Spiritual Journey and teachers
Such nonattachment from materialistic world and intense urge for God-realization spread the rumour of his unsound mind to the village of Kamarpukur. His mother and elder members of the family decided to get him wed-locked, hoping that it will have a good stabilizing influence upon him - by compelling him to shoulder responsibilities and be attentive in worldly affairs rather than spiritual practices and austerity.
In 1859, Ramkrishna was twenty three, when he got married to a five year old girl Saradamani, who hailed from a neighboring village, Jayrambati. The newlywed couple stayed apart until Saradamani grew up and joined her husband at the Kali temple of Dakshineswar, at the age of 18. Ramkrishna promulgated her as the embodiment of Divine Mother and performed the Shodashi Puja with her in the seat of Goddess Kali. For her divine nature and high degree of spiritual realization, she was later revered as The Holy Mother and was the pivot around which the Sangha functioned. For her divine nature and high degree of spiritual realization, she was later revered as The Holy Mother and was the pivot around which the Sangha functioned.

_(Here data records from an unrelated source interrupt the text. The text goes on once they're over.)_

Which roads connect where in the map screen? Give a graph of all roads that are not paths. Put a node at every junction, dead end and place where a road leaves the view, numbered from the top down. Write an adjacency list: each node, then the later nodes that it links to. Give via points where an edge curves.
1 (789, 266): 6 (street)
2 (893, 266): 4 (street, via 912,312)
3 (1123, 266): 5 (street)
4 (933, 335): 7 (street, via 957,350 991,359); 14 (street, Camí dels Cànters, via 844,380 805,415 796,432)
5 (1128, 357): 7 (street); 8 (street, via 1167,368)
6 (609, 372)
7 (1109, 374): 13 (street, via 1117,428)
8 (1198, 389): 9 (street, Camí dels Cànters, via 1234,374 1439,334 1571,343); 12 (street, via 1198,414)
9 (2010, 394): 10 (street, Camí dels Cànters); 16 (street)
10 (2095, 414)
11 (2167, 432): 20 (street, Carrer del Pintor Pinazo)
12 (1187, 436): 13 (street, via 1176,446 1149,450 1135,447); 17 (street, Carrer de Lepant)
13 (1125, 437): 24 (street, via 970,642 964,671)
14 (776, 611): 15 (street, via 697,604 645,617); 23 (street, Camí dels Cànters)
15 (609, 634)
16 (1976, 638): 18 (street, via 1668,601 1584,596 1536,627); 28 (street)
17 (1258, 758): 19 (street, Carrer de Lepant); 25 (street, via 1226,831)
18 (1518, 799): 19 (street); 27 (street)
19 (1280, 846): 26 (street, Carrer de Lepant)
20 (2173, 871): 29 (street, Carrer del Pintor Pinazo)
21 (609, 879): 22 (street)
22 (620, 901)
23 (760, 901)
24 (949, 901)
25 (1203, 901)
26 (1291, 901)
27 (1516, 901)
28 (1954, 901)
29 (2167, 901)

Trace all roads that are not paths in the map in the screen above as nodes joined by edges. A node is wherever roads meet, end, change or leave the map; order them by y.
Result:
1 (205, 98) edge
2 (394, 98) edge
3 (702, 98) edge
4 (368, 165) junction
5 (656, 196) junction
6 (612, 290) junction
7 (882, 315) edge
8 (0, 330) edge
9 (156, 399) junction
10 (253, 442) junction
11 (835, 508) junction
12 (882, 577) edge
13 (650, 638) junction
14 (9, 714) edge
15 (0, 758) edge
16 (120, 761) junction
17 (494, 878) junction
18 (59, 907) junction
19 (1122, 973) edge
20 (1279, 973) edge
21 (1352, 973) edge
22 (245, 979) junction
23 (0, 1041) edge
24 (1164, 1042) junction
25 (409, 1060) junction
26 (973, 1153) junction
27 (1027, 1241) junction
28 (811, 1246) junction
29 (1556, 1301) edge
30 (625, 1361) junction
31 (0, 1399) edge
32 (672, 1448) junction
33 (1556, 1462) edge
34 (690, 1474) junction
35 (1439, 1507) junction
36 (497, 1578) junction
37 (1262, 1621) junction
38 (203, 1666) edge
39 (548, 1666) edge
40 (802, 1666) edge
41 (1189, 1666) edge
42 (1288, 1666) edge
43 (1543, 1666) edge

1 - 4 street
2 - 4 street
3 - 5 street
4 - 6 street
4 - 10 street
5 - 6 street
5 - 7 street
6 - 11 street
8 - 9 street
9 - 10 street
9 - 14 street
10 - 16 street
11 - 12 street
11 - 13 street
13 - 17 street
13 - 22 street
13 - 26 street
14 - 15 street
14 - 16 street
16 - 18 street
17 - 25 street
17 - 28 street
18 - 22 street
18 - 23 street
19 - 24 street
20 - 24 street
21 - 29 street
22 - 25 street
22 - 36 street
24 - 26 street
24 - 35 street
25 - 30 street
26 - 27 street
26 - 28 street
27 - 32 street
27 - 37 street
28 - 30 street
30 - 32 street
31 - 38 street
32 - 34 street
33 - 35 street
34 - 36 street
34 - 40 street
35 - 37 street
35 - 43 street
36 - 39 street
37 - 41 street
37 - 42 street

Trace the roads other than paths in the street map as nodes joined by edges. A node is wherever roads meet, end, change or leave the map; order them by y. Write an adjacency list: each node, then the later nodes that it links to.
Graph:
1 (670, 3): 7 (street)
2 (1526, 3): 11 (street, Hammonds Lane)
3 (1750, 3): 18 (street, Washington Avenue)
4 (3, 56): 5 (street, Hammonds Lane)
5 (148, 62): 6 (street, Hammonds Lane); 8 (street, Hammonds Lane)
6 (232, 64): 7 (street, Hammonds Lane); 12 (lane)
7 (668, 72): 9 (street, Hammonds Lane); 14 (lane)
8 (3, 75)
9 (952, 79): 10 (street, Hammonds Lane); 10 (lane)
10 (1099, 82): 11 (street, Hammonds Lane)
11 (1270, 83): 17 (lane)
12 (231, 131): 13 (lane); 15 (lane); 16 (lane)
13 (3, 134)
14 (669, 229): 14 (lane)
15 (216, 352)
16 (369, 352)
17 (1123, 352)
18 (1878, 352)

He was perhaps the only few Yogis, who experienced Divinity by following different avenues as described in the Hindu scriptures with the guidance of different spiritual Gurus and realized God through each of them. In 1861, the first teacher to arrive at Dakshineswar was a remarkable woman known as Bhairavi Brahmani who was spiritually accomplished. With her help, Sri Ramakrishna practiced difficult disciplines of the Tantrik path, and became success in all of them. Three years hence, a wandering monk by name Totapuri appeared, under whose guidance Sri Ramakrishna attained Nirvikalpa Samadhi, the highest spiritual realization, mentioned in the Hindu scriptures. He remained in that state of non-dual existence for six months at a stretch without the least awareness of even his own body. Sri Ramakrishna, thus, relived the entire range of spiritual experiences of more than three thousand years of Hindu religion.
Following Other Faiths & Beliefs
Sri Ramakrishna broke the borders of Hinduism, and also followed the path of Islam and Christianity, and attained highest realization in each of them in a short period. He perceived Jesus and Buddha as incarnations of God, and highly venerated the ten Sikh Gurus. He lived in an exalted state of consciousness in which he saw God in all beings.
Arrival of Devotees
Like bees swarm around a fully blossomed flower, devotees now started gathering around Sri Ramakrishna. He divided them into two categories. The first one consisted of householders or the grihi. He taught them how to realize God while living in the world and discharging their family duties. The other more important category was a band of educated youths, mostly from the middle class families of Bengal, whom he trained to become monks and to be the torchbearers of his message to mankind. The foremost among them was Narendranath, who years later, as Swami Vivekananda, carried the universal message of Vedanta to different parts of the world, revitalized Hinduism, and awakened the soul of India.